Common year-ten observations:

  • The board is slightly narrower than it was new — normal, expected, permanent.
  • Any hairline checks that appeared and closed years ago are now invisible under the patina.
  • The finish requires slightly less oil at each refinish, because the wood has absorbed all it will ever absorb.
  • The chaban has a smell — faintly of tea, faintly of wood, faintly of linseed. This is its own perfume.

Year twenty and beyond

Twenty-year chabani are not maintained. They are witnessed. The care rhythm is the same — the wipe, the oil, the storage — but you are now the second-generation owner of the object, in the sense that it has become older than the version of yourself who bought it. Eugene sometimes describes very old chabani as containing time. He is not being poetic. He is describing the objective visual reality of a piece of wood that has absorbed twenty years of tea.

Long-term care shifts

A few subtle changes to the care approach after year five:

  • Less oil, more often thin coats. Older wood absorbs less deeply. A single very thin annual coat is often enough, with a beeswax touch-up at the drain channel.
  • More gentle handling. The wood has moved and settled — it is stable but no longer as flexible as it was new. Sudden humidity or temperature changes are more likely to reveal old micro-cracks.
  • More attention to the drain hardware. If your chaban has a metal drain fitting or rubber feet, these will wear out before the wood does. Replace as needed.

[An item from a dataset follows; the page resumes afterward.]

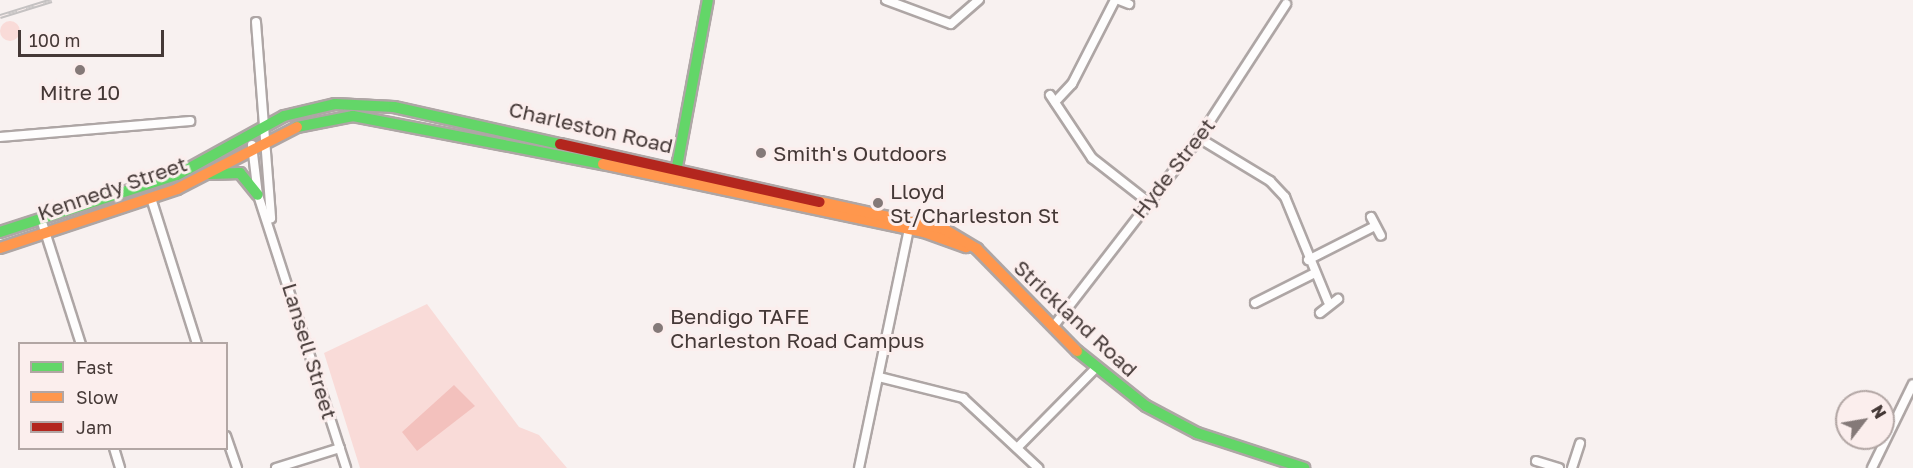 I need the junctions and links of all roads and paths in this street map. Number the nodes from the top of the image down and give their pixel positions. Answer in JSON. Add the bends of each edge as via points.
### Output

Restoration versus preservation

Do not "restore" an old chaban. Preserve it. Deep sanding to remove patina destroys the very thing that makes an old chaban precious. If a section has genuinely failed — an open crack, a rotten corner, a broken drain — we can repair it in the workshop while keeping the rest of the board untouched. Email Alex at metadeskukraine@gmail.com with photos.

Passing the chaban on

A chaban is a natural heirloom. Many of our customers plan for who will inherit theirs. Practical advice:

  • Keep a small note in the family — species, year purchased, care rhythm. This helps the next owner.
  • Introduce the chaban to a younger family member or student over years, so they know its character before they receive it.
  • Do not overprotect the board — a chaban that is only used on special occasions ages worse than one used daily. Use it.

Adding a companion piece

Some customers commission a second chaban later in life — a smaller travel board, or a large master board for group sessions, or a matching altar table for the same room. Roman keeps records of most chabani we have ever built, so a companion piece can be matched in species, grain orientation, and carving pattern to the original. Write to Alex at metadeskukraine@gmail.com. Custom lead time three to six weeks. Reference designs in the chaban collection and the altar collection. Popular companion pieces include the handcrafted ironwood altar, the ironwood puja table, and the meditation altar table.

The long view from Kostopil

We build chabani so that someone still uses them in 2075. That is the actual target. Every choice in the workshop — the species we source, the way we cure the wood, the finish we apply, the joinery we choose — is aimed at a fifty-year life. Your care extends that further. A chaban that leaves our bench and gets even reasonable care will still be brewing tea long after we are gone. That is the promise, and it is one we keep with every board.